As he so often did, Bryant then exploded, mounting a furious comeback that gave the Lakers a shot to win the game in the closing seconds with a made 3. Famous for not passing the ball as often as he should, it was Bryant’s competitive nature and shot-making that allowed for the comeback in the first place.
Blanketed in the final possession by defensive star Bruce Bowen, Bryant dished a pass to the deadliest clutch shooter in NBA history, Robert Horry. Big Shot Bob had already established himself as a knockdown shooter in the most pressure-packed situations, and he had a wide-open look he normally makes in his sleep.
I remember my heart beating through my chest when the shot was released, and it definitely stopped once the shot went three-quarters of the way into the net before popping out.
Horry would go on to hit several more clutch shots over his decorated career, including the single biggest shot in San Antonio Spurs history. This particular rim-out set the stage for the Spurs to go into Los Angeles with renewed intensity and determination to not allow another let-up. On this day in 2003, they did exactly that.

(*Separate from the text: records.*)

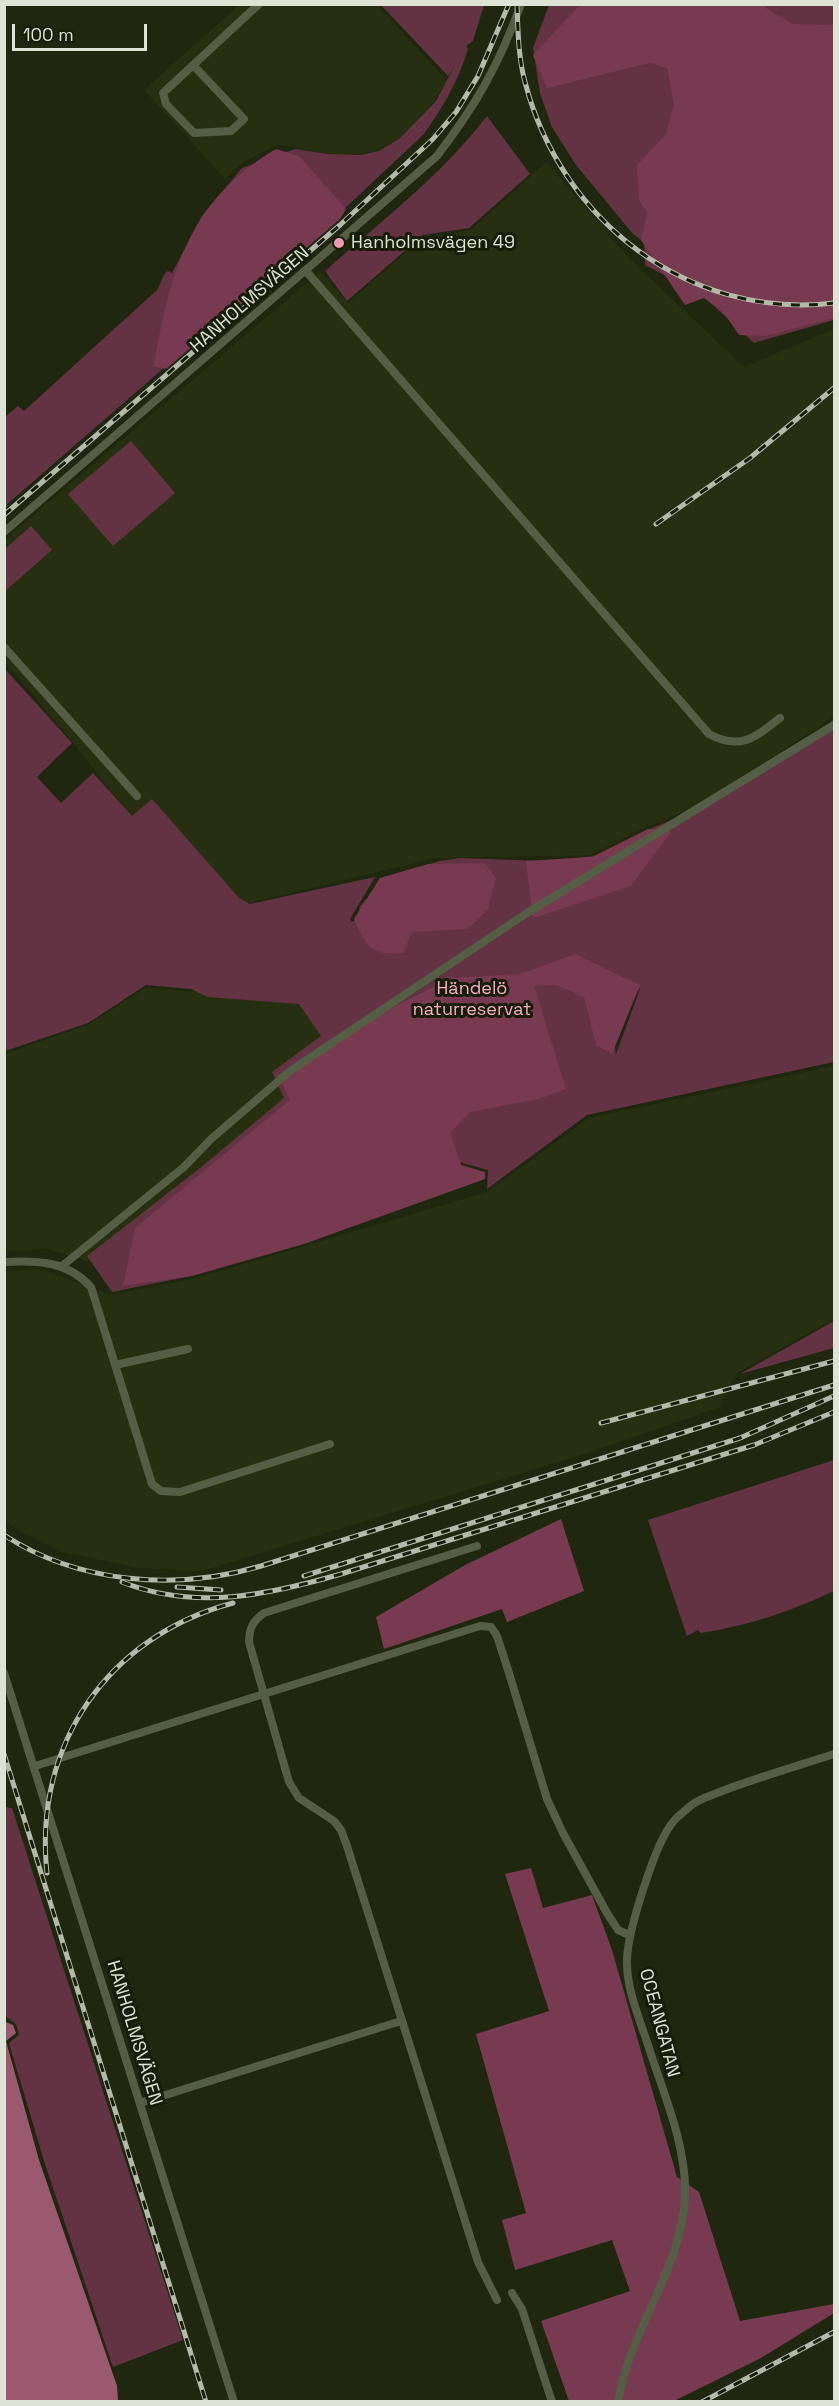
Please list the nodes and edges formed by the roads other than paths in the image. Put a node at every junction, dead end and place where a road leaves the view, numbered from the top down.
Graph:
1 (259, 4) edge
2 (521, 4) edge
3 (193, 65) junction
4 (306, 271) junction
5 (4, 532) edge
6 (4, 647) edge
7 (780, 718) dead end
8 (834, 725) edge
9 (137, 796) dead end
10 (4, 1262) edge
11 (62, 1266) junction
12 (188, 1349) dead end
13 (115, 1365) junction
14 (330, 1444) dead end
15 (477, 1546) dead end
16 (4, 1673) edge
17 (264, 1694) junction
18 (834, 1754) edge
19 (35, 1766) junction
20 (629, 1935) junction
21 (401, 2021) junction
22 (140, 2103) junction
23 (512, 2293) dead end
24 (497, 2300) dead end
25 (234, 2402) edge
26 (552, 2402) edge
27 (618, 2402) edge

1 - 3 street
2 - 4 street, HANHOLMSVÄGEN
3 - 3 street
4 - 5 street, HANHOLMSVÄGEN
4 - 7 street
6 - 9 street
8 - 11 street
10 - 11 street
11 - 13 street
12 - 13 street
13 - 14 street
15 - 17 street
16 - 19 street, HANHOLMSVÄGEN
17 - 19 street
17 - 20 street
17 - 21 street
18 - 20 street, OCEANGATAN
19 - 22 street, HANHOLMSVÄGEN
20 - 27 street, OCEANGATAN
21 - 22 street
21 - 24 street
22 - 25 street, HANHOLMSVÄGEN
23 - 26 street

Tim Duncan and the Spurs end the Lakers’ dynasty, start their own
With their chance at a four-peat on the line, Shaquille O’Neal and Kobe Bryant did all they could to postpone the inevitable, but no team in the world was going to stop Tim Duncan’s quest in Game 6.
Using his entire arsenal of post moves, hook shots, and mid-range jumpers, Duncan was a man possessed no matter who was in front of him — even if that someone was 7-foot-1 and 325 pounds.
“This is a clinic,” said Bill Walton during a fourth-quarter blitz by San Antonio. “How many players have played this well ever?”
By the end of the onslaught that saw the Spurs outscore the Lakers 32-13 in the final frame, Duncan had tallied 37 points, 16 rebounds, four assists, and two blocks in a masterpiece performance.
As the sun set on the Lakers’ dynasty, Derek Fisher and Kobe Bryant could only look on from the bench with tears forming in their eyes as they realized their time atop the league was finally ending. It would be the last championship Kobe and Shaq would win together, although they’d enjoy title success later in their careers.
The Spurs’ dynasty is validated by their biggest rivals
Although San Antonio ended up winning five titles in 15 seasons and had 50+ regular-season wins every year from 1999 to 2017, their lack of a repeat title has given ammo to many who want to discredit their dominant run. “You can’t have a dynasty if you don’t even repeat once,” I’ve heard a few times, often from Lakers fans.
The thing is, both Kobe and Shaq have publicly referred to the Spurs as a dynasty on more than one occasion. As a duo that won three consecutive titles, I think their opinion probably carries a bit more weight than Twitter user LakerzFan4Lyfe.
When the Spurs finally stopped the Lakers’ train in its tracks, it was a win for small markets everywhere and just the beginning of what would turn out to be one of the most tremendous streaks of consistency in professional sports.
The Spurs-Lakers rivalry was finally established on that day, and what a rivalry it was.